To: Duker who wrote (171)10/11/1999 9:28:00 AM
From: Duker  Respond to of 1929
 
The excerpt from the interview mentioning VSEA:

Q: What else do you like?
A: One name that we bought in August is a spinoff of Varian Associates, Varian Semiconductor, VSEA. They are in the ion-implantation system marketplace, competing against Applied Materials and Eaton. Varian Semi is selling at approximately three times revenues. To put that in perspective, consider that Applied Materials sells at 10 times revenues. This is a company that reported 34% gross margins in the June quarter. In 1996 and 1997, when semiconductor equipment companies were at their height, Varian was reporting 42%-43% gross margins. So we've got over 800-900 basis points of gross margin leverage. They have forecast that their marketplace should grow to $2 billion by 2002. The company's goal is to attain a 40% market share, up from the low 30s. The book-to-bill ratio [a measure of orders against booked revenues] for Varian has been 1.5, the industry average was around 1.25 in the last quarter. So this name has tremendous leverage. If they attain a market share of 40%, they could be at $800 million of revenues in 2002. If they come anywhere close to where Applied Materials sells, you could see a $7-$8 billion market cap. I don't think that will happen, but we certainly think that, over the next two to three years, we've got a situation that could trade at $100 and the stock is 22.5.
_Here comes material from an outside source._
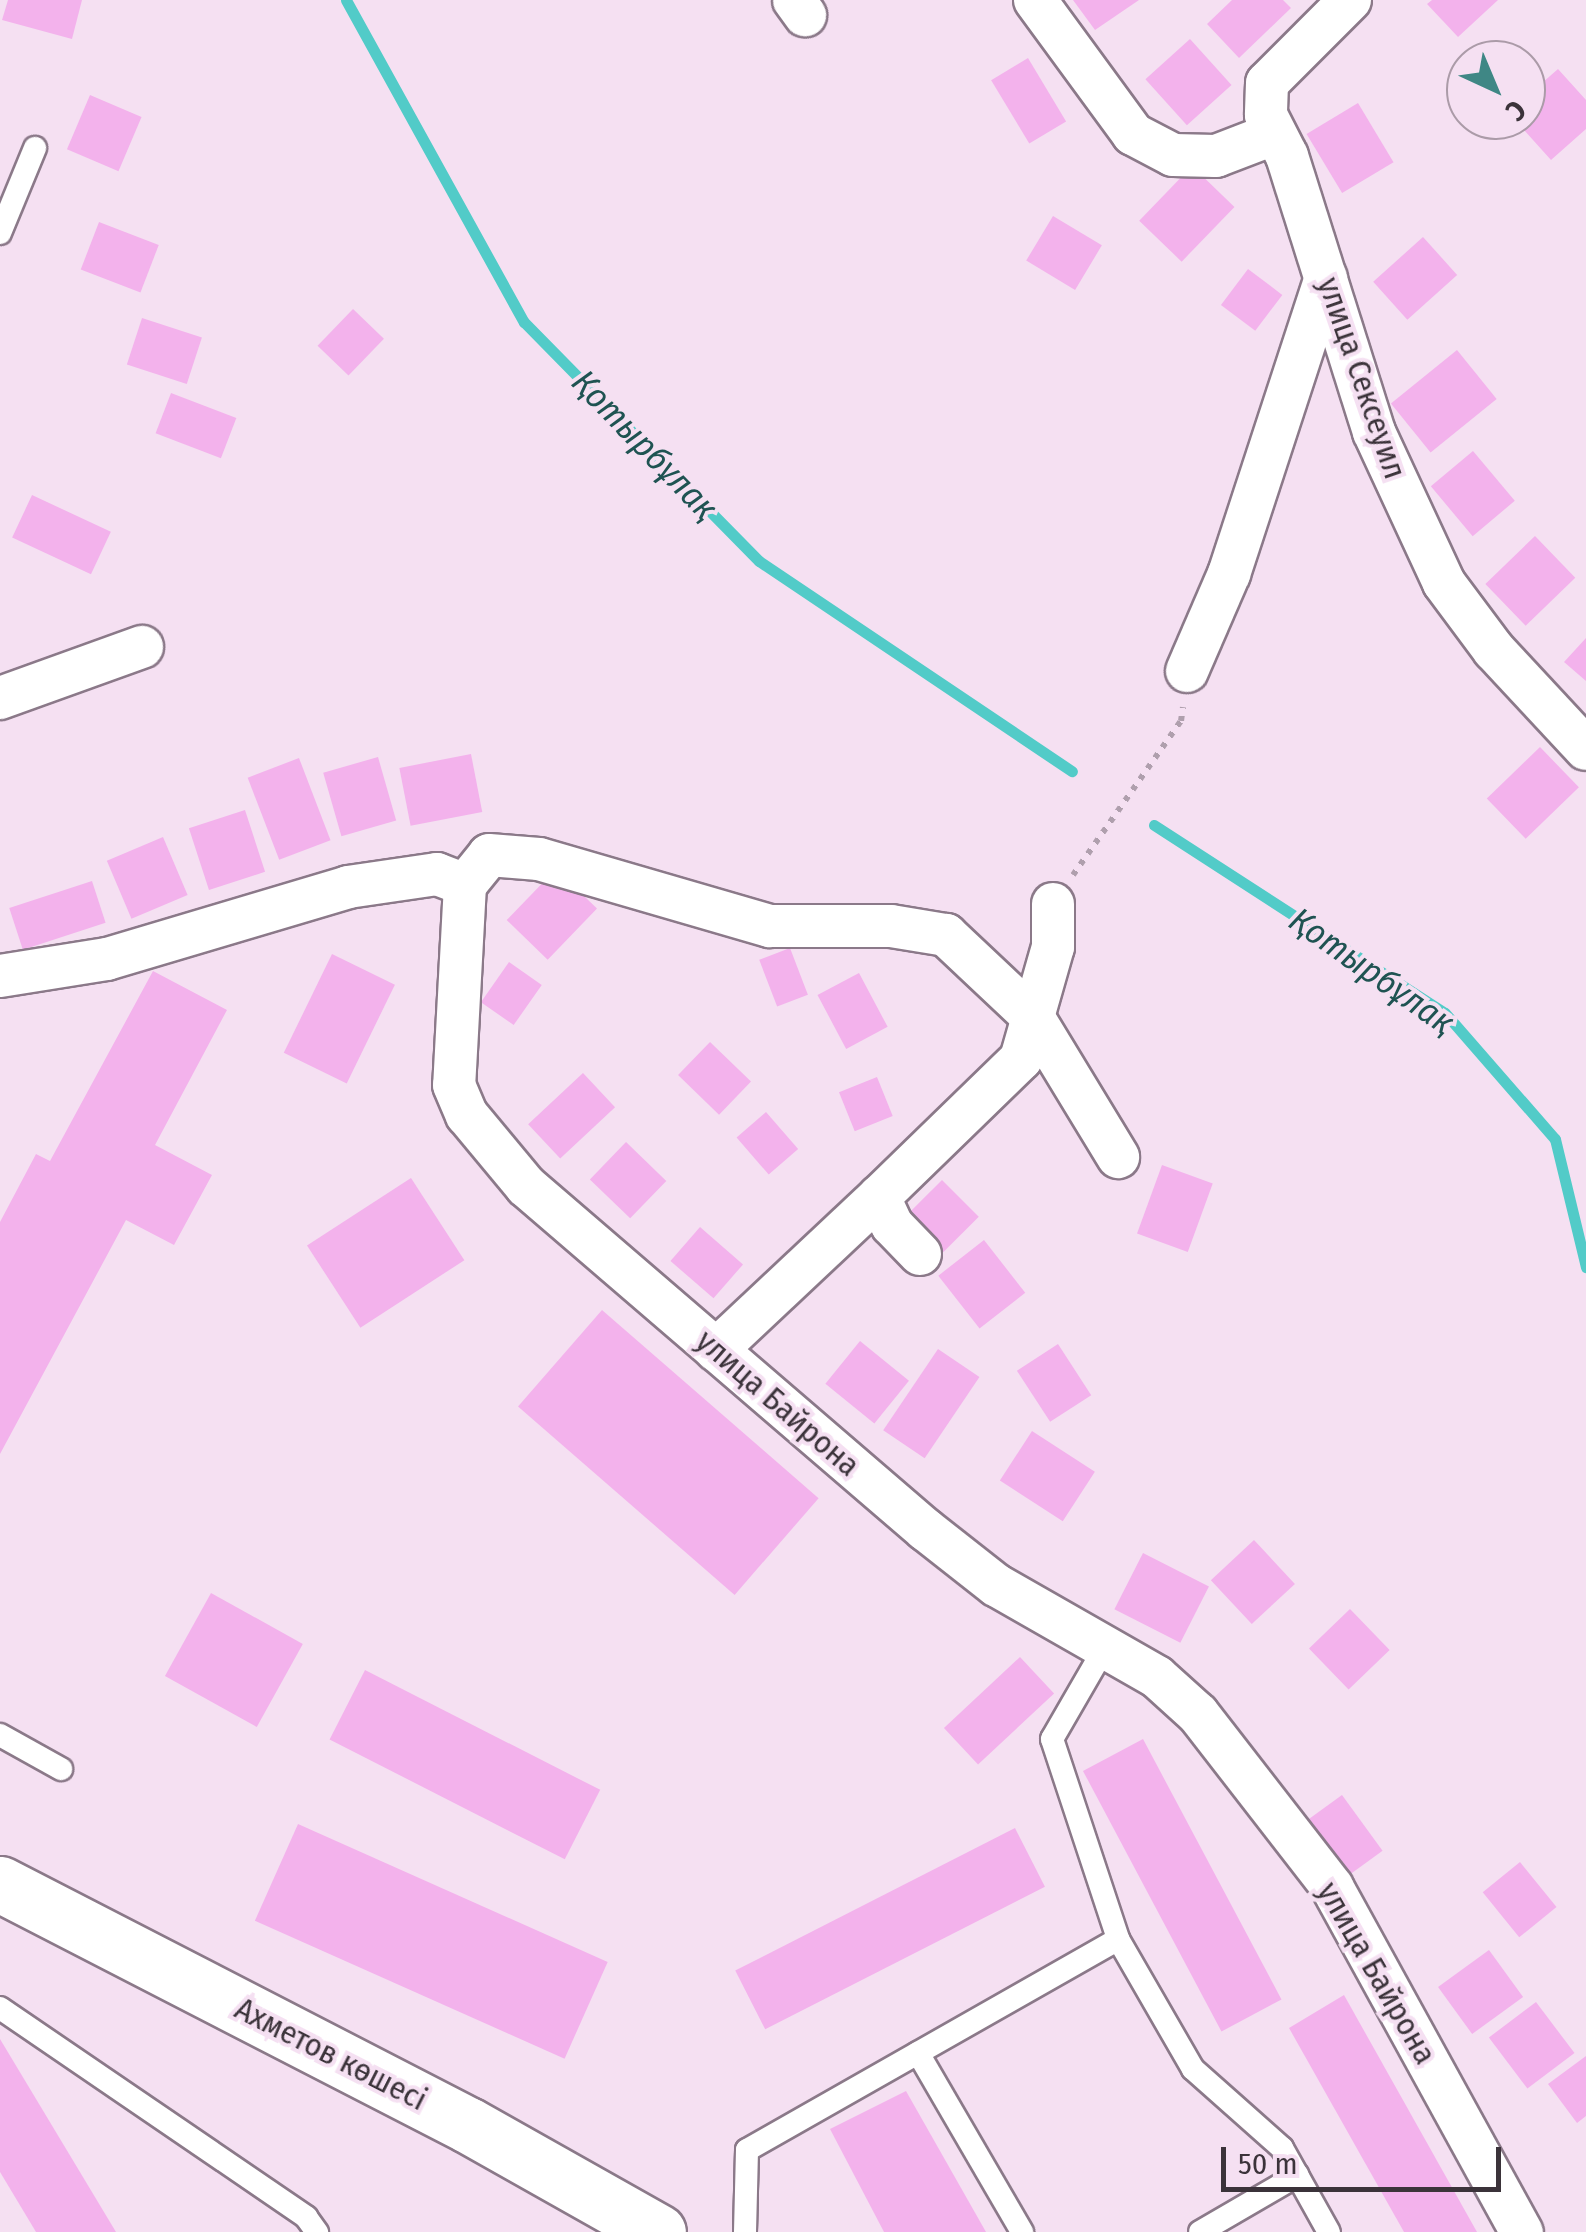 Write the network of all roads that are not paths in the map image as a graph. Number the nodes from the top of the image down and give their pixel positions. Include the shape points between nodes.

Q: And what about earnings for this company?
A: This company is losing money this year. The Street number for the next calendar year is 83 cents, 70 cents on a fiscal September basis. We think that number could be upward of $1 and then it could be significantly higher in calendar 2001, maybe $1.35-$1.40.

Q: Why are they losing money this year?
A: They're coming off a trough. The semiconductor equipment companies went through a vicious bear market in 1998 and the first part of this year. Varian Semi's first-quarter gross margins were only 7% but jumped to 34% in this most recent quarter. Their loss is very, very misleading. We bought a half position in the stock at about $16-$17. Once we got confirmation in this most recent quarter, we doubled the position up. We like averaging things up as opposed to averaging down. We feel that in the long run that reduces risk.



To: Duker who wrote (171)10/11/1999 1:09:00 PM
From: Sherman Chen  Read Replies (1) | Respond to of 1929
 
OT: 23-7, this has got to be a misprint!